Up On The Roof…

Not only the Netherlands, but also Amsterdam have to become sustainable. The Sustainability Agenda of the City Councel calls for a consistent city where it is pleasant to live and work. And where, moreover, one can find clean air. And solar panels. But these last ones must all be put on roofs…

Dam Square around 1912, opposite of the Royal Palace there was a phone mast.
Dam Square around 1912, opposite of the Royal Palace there was a phone mast.

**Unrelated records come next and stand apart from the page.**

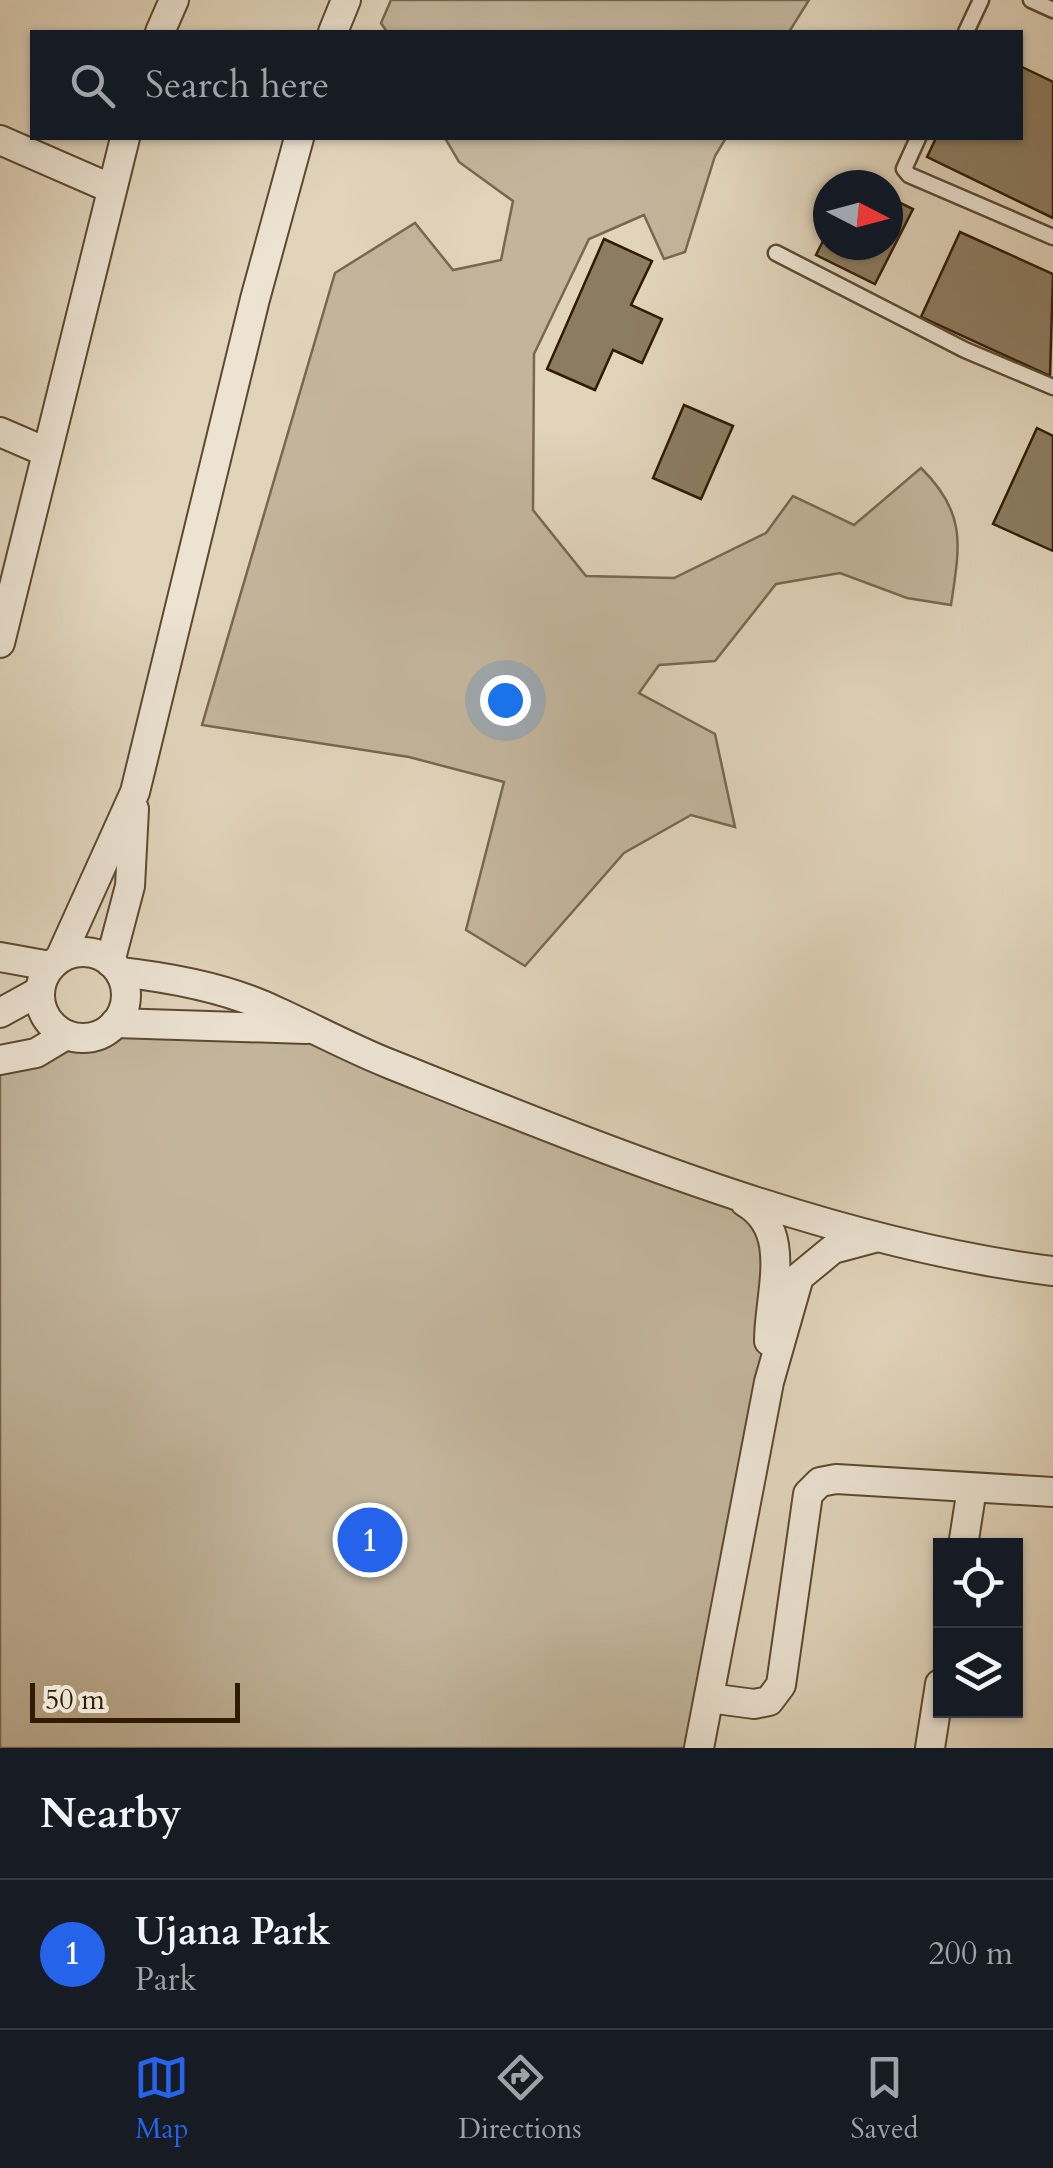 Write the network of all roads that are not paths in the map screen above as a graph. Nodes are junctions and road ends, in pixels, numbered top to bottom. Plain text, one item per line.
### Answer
1 (174, 0) edge
2 (346, 0) edge
3 (981, 0) edge
4 (1031, 0) edge
5 (1053, 10) edge
6 (161, 30) edge
7 (333, 30) edge
8 (967, 30) edge
9 (0, 140) edge
10 (124, 140) edge
11 (298, 140) edge
12 (917, 140) edge
13 (110, 188) junction
14 (1053, 238) edge
15 (776, 253) dead end
16 (1053, 387) edge
17 (0, 432) edge
18 (44, 451) junction
19 (0, 643) edge
20 (135, 792) junction
21 (0, 957) edge
22 (115, 967) junction
23 (27, 987) edge
24 (115, 1023) junction
25 (307, 1029) junction
26 (66, 1035) junction
27 (0, 1060) edge
28 (725, 1190) junction
29 (876, 1238) junction
30 (1053, 1271) edge
31 (769, 1382) junction
32 (972, 1488) junction
33 (1053, 1492) edge
34 (964, 1538) edge
35 (709, 1698) junction
36 (935, 1718) edge
37 (699, 1748) edge
38 (930, 1748) edge

1 - 6 street
2 - 7 street
3 - 8 lane
4 - 5 lane
9 - 13 street
10 - 13 street
11 - 20 street
12 - 14 lane
13 - 18 street
15 - 16 lane
17 - 18 street
18 - 19 street
20 - 22 street
20 - 23 street
21 - 23 street
22 - 23 street
22 - 24 street
22 - 25 street
23 - 26 street
24 - 25 street
24 - 26 street
25 - 28 street
26 - 27 street
28 - 29 street
28 - 31 street
29 - 30 street
29 - 31 street
31 - 35 street
32 - 33 street
32 - 34 street
32 - 35 street
35 - 37 street
36 - 38 street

Although it is sometimes forgotten putting things on your roof is of all time: chimneys, masts and poles. In the seventeenth century meter high chimneys stood above the rooftops of Amsterdam, just to make a good pull of the fire in the hearth. Chimneys we all know, nowadays they are not as high as before. Forgotten is the time, circa 1900, that telephone poles stood across the city. Poles on the street but also systems atop roofs, which were linked together and made that people could call each other. They had to make auxiliary structures in the roofs, after research now and then one is found. A few years ago such a support structure appeared to be in Prinsengracht 263 in the Secret Annex (Anne Frank’s House). Even on the outside it can still be seen, where once stood a telephone pole in the middle of the roof.

Antenna Register
Antenna Register

Even the overhead power lines are gone. Same goes for television aerials they are hardly been seen. They came when TV started in the 50’s of last century, but now we have other techniques to receive signals. Many disappeared in the course of time in the soil. That doesn’t mean there is nothing on our roofs, the installations are only becoming less and less visible. Only recently satellite dishes appeared everywhere, but they are disappearing rapidly. Phone and mobile antennas are all around us, but almost no one sees them. On the map of the Antenna Register you can see where the antennas are located in the Netherlands / Amsterdam

Installing solar panels on your roof fits into a long line of things on the roof. But this has obvious consequences for the appearance of a building. Especially for monuments, although the panels are not always visible. To assess the effects of solar panels, the Department of Monuments and Archaeology developed a solar map in 2015. These show the roofs in the conservation area of suitable monuments, but still be off view for installing these solar panels. As many as two-thirds of the roofs in the city appears to be appropriate.

Solar panel map of the historical centre of Amsterdam
Solar panel map of the historical centre of Amsterdam

On approximately seventeen thousand plots solar panels could be placed. 11,896 of them have a building of architectural and historical value, 8,863 are actually a monument. On 6,109 are at least on a portion of the roof panels possible, usually because they are flat roofs or because they are not visible from the street. In order subsequently to be able to assess the effectiveness of solar panels, there is a Solar Atlas, on which to find the estimated light output.